**RECORDS:**
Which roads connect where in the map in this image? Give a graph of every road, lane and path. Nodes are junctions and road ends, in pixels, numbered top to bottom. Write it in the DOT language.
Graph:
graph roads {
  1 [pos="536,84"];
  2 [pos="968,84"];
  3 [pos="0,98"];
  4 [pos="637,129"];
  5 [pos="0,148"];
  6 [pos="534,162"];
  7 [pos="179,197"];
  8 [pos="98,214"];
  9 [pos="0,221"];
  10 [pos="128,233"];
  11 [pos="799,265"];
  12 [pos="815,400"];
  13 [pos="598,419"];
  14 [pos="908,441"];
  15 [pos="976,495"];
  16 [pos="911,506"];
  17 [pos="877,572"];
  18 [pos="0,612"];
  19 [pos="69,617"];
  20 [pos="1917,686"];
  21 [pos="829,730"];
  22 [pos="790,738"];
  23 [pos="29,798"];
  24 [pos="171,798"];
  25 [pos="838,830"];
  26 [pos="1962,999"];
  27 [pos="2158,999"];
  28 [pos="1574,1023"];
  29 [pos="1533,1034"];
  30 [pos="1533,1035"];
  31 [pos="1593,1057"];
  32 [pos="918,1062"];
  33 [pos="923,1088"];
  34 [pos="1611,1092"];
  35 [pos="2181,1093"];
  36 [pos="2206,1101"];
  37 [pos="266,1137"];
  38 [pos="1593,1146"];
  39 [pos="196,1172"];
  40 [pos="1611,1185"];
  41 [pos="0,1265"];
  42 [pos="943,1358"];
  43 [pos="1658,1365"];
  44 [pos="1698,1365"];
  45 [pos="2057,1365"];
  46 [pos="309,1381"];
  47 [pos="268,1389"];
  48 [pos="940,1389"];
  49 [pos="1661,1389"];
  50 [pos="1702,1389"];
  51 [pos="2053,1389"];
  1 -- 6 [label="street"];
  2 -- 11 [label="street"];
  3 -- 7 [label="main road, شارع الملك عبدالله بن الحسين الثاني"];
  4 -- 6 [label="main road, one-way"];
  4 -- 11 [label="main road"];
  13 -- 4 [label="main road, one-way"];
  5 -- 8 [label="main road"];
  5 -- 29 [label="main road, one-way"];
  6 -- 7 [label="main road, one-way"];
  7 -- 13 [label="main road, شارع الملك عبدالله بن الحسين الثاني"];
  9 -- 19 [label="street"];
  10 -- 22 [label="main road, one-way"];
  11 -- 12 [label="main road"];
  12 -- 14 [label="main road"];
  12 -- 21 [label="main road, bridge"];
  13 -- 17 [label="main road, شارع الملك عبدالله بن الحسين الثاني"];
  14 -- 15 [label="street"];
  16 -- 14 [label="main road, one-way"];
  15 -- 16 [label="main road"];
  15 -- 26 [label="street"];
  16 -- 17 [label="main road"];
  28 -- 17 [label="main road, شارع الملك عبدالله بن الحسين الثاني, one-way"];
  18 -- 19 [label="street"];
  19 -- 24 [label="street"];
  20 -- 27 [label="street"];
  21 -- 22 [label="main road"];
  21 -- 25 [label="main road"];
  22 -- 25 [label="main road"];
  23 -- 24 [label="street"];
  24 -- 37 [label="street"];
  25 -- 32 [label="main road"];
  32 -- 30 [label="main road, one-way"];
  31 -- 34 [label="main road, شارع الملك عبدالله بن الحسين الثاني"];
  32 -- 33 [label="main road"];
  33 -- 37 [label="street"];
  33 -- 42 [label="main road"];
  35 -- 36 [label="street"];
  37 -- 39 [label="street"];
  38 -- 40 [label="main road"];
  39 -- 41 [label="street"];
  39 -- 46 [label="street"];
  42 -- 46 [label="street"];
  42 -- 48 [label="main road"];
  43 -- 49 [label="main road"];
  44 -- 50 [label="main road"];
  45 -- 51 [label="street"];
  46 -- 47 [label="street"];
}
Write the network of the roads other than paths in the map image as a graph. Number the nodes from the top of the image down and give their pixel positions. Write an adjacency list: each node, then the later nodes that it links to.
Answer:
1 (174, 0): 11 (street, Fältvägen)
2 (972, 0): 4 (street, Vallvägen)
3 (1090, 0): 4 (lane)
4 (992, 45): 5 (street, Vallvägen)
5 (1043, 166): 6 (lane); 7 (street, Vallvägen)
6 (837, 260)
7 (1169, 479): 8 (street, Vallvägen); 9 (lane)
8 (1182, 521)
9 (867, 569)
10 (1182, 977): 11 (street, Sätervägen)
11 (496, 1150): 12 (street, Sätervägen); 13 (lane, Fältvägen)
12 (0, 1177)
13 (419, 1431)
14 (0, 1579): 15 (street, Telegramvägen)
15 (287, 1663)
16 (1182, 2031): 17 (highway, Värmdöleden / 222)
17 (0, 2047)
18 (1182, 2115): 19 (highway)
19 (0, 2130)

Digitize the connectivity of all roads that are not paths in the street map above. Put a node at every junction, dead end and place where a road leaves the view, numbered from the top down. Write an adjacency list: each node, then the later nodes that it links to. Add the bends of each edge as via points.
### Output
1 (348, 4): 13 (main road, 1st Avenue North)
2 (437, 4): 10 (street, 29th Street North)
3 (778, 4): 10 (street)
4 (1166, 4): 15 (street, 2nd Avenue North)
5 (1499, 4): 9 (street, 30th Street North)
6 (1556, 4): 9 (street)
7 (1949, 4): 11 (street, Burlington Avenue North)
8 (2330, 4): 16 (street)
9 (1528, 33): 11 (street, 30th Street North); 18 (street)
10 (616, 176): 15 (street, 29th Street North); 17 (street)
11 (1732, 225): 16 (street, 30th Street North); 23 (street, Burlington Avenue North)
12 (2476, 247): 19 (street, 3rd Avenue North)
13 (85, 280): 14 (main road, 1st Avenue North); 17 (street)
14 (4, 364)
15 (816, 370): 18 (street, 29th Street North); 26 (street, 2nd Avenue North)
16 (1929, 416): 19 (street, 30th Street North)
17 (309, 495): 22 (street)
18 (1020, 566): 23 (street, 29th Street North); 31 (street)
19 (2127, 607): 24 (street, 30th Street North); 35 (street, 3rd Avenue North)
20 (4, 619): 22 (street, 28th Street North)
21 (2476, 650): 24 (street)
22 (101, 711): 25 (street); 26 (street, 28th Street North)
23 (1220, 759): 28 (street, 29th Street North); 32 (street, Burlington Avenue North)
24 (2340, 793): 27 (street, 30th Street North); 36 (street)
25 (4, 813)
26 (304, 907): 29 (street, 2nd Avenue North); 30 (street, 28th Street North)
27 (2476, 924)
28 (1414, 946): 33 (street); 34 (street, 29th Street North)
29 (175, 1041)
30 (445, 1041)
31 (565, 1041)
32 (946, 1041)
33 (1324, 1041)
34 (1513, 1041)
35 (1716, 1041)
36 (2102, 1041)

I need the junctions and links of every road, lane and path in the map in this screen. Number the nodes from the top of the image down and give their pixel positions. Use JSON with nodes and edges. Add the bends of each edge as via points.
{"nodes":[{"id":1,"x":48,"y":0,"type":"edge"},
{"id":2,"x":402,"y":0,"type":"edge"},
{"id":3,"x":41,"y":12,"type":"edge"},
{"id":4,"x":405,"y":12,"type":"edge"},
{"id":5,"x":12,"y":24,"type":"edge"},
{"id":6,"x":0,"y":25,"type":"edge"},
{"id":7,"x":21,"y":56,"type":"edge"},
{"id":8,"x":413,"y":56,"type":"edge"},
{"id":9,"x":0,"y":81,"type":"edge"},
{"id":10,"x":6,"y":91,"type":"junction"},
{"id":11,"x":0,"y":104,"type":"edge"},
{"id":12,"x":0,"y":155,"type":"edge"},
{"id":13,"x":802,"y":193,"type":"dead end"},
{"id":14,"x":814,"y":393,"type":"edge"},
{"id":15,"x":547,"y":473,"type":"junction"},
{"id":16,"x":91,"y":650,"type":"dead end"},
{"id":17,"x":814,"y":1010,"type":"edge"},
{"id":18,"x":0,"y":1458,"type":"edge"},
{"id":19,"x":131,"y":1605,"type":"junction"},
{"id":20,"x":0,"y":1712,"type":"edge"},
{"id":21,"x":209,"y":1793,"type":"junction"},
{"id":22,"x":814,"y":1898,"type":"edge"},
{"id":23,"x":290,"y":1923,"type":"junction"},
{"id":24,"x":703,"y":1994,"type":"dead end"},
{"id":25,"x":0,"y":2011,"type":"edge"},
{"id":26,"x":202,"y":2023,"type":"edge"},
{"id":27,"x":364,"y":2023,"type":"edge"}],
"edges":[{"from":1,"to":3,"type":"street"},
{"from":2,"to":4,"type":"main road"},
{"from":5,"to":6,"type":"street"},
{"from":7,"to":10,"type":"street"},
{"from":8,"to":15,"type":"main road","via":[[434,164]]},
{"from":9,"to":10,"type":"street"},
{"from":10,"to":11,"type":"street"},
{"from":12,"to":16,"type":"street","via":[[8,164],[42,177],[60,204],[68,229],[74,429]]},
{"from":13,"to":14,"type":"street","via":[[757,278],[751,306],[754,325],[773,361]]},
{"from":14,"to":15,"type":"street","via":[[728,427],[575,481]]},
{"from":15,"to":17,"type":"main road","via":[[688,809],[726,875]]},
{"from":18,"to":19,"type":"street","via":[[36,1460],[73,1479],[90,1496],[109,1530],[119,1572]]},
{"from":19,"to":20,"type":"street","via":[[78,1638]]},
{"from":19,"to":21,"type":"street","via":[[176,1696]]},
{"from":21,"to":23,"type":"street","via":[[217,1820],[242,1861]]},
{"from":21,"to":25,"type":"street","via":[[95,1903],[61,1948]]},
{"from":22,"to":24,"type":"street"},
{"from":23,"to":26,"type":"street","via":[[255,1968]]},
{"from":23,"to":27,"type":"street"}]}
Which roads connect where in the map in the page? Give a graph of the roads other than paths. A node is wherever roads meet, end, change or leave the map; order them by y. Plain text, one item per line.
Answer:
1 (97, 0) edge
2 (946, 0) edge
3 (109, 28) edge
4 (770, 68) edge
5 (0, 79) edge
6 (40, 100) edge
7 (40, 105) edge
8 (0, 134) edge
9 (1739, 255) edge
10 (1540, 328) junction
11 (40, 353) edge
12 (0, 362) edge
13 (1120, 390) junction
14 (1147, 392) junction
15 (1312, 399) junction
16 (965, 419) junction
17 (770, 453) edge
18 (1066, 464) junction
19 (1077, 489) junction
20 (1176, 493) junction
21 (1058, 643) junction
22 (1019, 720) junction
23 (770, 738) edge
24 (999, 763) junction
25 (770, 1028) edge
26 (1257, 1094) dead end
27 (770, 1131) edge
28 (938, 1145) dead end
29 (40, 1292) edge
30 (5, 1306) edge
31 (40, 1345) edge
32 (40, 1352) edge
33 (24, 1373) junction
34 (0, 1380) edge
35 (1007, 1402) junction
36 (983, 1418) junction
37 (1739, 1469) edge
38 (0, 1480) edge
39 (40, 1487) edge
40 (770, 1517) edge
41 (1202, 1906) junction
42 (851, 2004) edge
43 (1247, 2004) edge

**ASSIGNMENT:**
What is wanted is a copy of every line in the listing that includes the word "Burlington".

**EXERCISE RESPONSE:**
7 (1949, 4): 11 (street, Burlington Avenue North)
11 (1732, 225): 16 (street, 30th Street North); 23 (street, Burlington Avenue North)
23 (1220, 759): 28 (street, 29th Street North); 32 (street, Burlington Avenue North)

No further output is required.